Brief: An exact copy of the records is needed; please leave the images out.

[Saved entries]
================
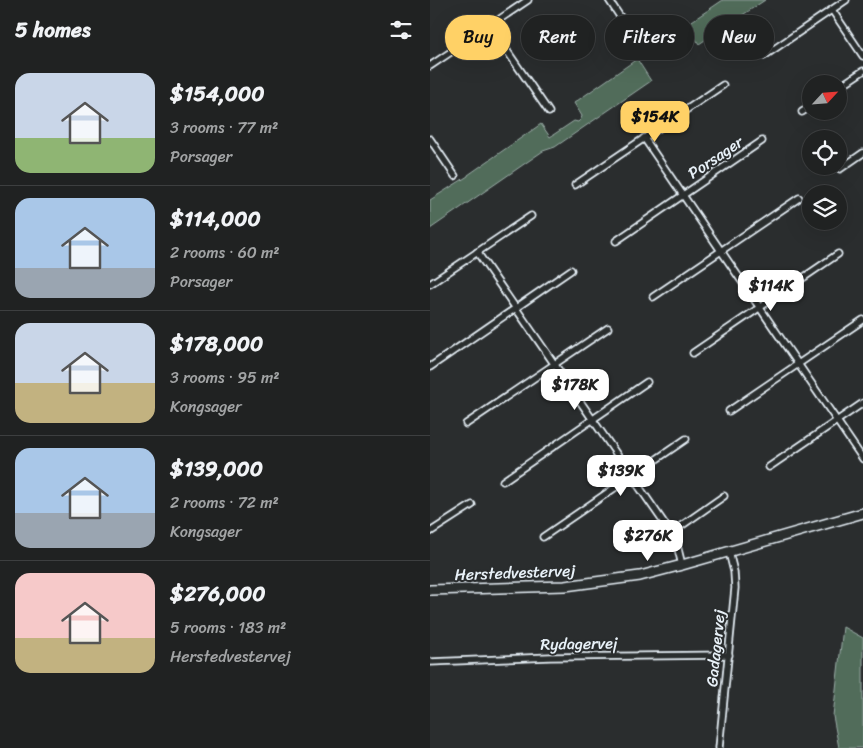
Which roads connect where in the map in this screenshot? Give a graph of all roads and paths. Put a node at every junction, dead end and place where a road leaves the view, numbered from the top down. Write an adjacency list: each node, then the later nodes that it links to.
1 (528, 0): 5 (street)
2 (609, 0): 6 (street)
3 (846, 0): 4 (street)
4 (832, 10): 7 (street); 9 (street)
5 (506, 15)
6 (619, 15)
7 (774, 49)
8 (445, 56): 11 (street)
9 (863, 56)
10 (511, 57): 15 (street)
11 (430, 66)
12 (863, 71): 13 (street)
13 (848, 82)
14 (723, 85): 16 (street)
15 (549, 112)
16 (644, 138): 22 (street); 23 (street, Porsager)
17 (430, 139): 21 (street)
18 (762, 141): 23 (street, Porsager)
19 (863, 153): 20 (street)
20 (847, 164)
21 (455, 176)
22 (575, 185)
23 (682, 195): 26 (street, Porsager); 27 (street, Porsager)
24 (798, 198): 27 (street)
25 (531, 216): 28 (street)
26 (616, 241)
27 (720, 251): 32 (street); 34 (street, Porsager)
28 (477, 252): 31 (street); 33 (street)
29 (838, 254): 34 (street)
30 (570, 270): 33 (street)
31 (430, 284)
32 (653, 297)
33 (516, 308): 38 (street); 40 (street)
34 (759, 308): 37 (street); 39 (street, Porsager)
35 (863, 320): 39 (street)
36 (608, 328): 38 (street)
37 (692, 353)
38 (555, 364): 44 (street); 46 (street)
39 (798, 364): 43 (street); 45 (street, Porsager)
40 (430, 367)
41 (647, 382): 44 (street)
42 (863, 403): 45 (street)
43 (730, 411)
44 (593, 420): 50 (street); 51 (street)
45 (836, 422): 48 (street, Porsager); 49 (street)
46 (466, 424)
47 (686, 439): 50 (street)
48 (863, 459)
49 (769, 467)
50 (633, 477): 56 (street); 57 (street)
51 (503, 481)
52 (724, 496): 56 (street)
53 (472, 505): 55 (street)
54 (863, 514): 58 (street, Herstedvestervej)
55 (430, 532)
56 (671, 533): 59 (street)
57 (543, 537)
58 (729, 552): 59 (street, Herstedvestervej); 61 (street, Gadagervej)
59 (682, 565): 60 (street, Herstedvestervej)
60 (430, 590)
61 (728, 654): 62 (street, Rydagervej); 63 (street, Gadagervej)
62 (430, 662)
63 (719, 748)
================
Answer section:
Which roads connect where in the map in this screenshot? Give a graph of all roads and paths. Put a node at every junction, dead end and place where a road leaves the view, numbered from the top down. Write an adjacency list: each node, then the later nodes that it links to.
1 (528, 0): 5 (street)
2 (609, 0): 6 (street)
3 (846, 0): 4 (street)
4 (832, 10): 7 (street); 9 (street)
5 (506, 15)
6 (619, 15)
7 (774, 49)
8 (445, 56): 11 (street)
9 (863, 56)
10 (511, 57): 15 (street)
11 (430, 66)
12 (863, 71): 13 (street)
13 (848, 82)
14 (723, 85): 16 (street)
15 (549, 112)
16 (644, 138): 22 (street); 23 (street, Porsager)
17 (430, 139): 21 (street)
18 (762, 141): 23 (street, Porsager)
19 (863, 153): 20 (street)
20 (847, 164)
21 (455, 176)
22 (575, 185)
23 (682, 195): 26 (street, Porsager); 27 (street, Porsager)
24 (798, 198): 27 (street)
25 (531, 216): 28 (street)
26 (616, 241)
27 (720, 251): 32 (street); 34 (street, Porsager)
28 (477, 252): 31 (street); 33 (street)
29 (838, 254): 34 (street)
30 (570, 270): 33 (street)
31 (430, 284)
32 (653, 297)
33 (516, 308): 38 (street); 40 (street)
34 (759, 308): 37 (street); 39 (street, Porsager)
35 (863, 320): 39 (street)
36 (608, 328): 38 (street)
37 (692, 353)
38 (555, 364): 44 (street); 46 (street)
39 (798, 364): 43 (street); 45 (street, Porsager)
40 (430, 367)
41 (647, 382): 44 (street)
42 (863, 403): 45 (street)
43 (730, 411)
44 (593, 420): 50 (street); 51 (street)
45 (836, 422): 48 (street, Porsager); 49 (street)
46 (466, 424)
47 (686, 439): 50 (street)
48 (863, 459)
49 (769, 467)
50 (633, 477): 56 (street); 57 (street)
51 (503, 481)
52 (724, 496): 56 (street)
53 (472, 505): 55 (street)
54 (863, 514): 58 (street, Herstedvestervej)
55 (430, 532)
56 (671, 533): 59 (street)
57 (543, 537)
58 (729, 552): 59 (street, Herstedvestervej); 61 (street, Gadagervej)
59 (682, 565): 60 (street, Herstedvestervej)
60 (430, 590)
61 (728, 654): 62 (street, Rydagervej); 63 (street, Gadagervej)
62 (430, 662)
63 (719, 748)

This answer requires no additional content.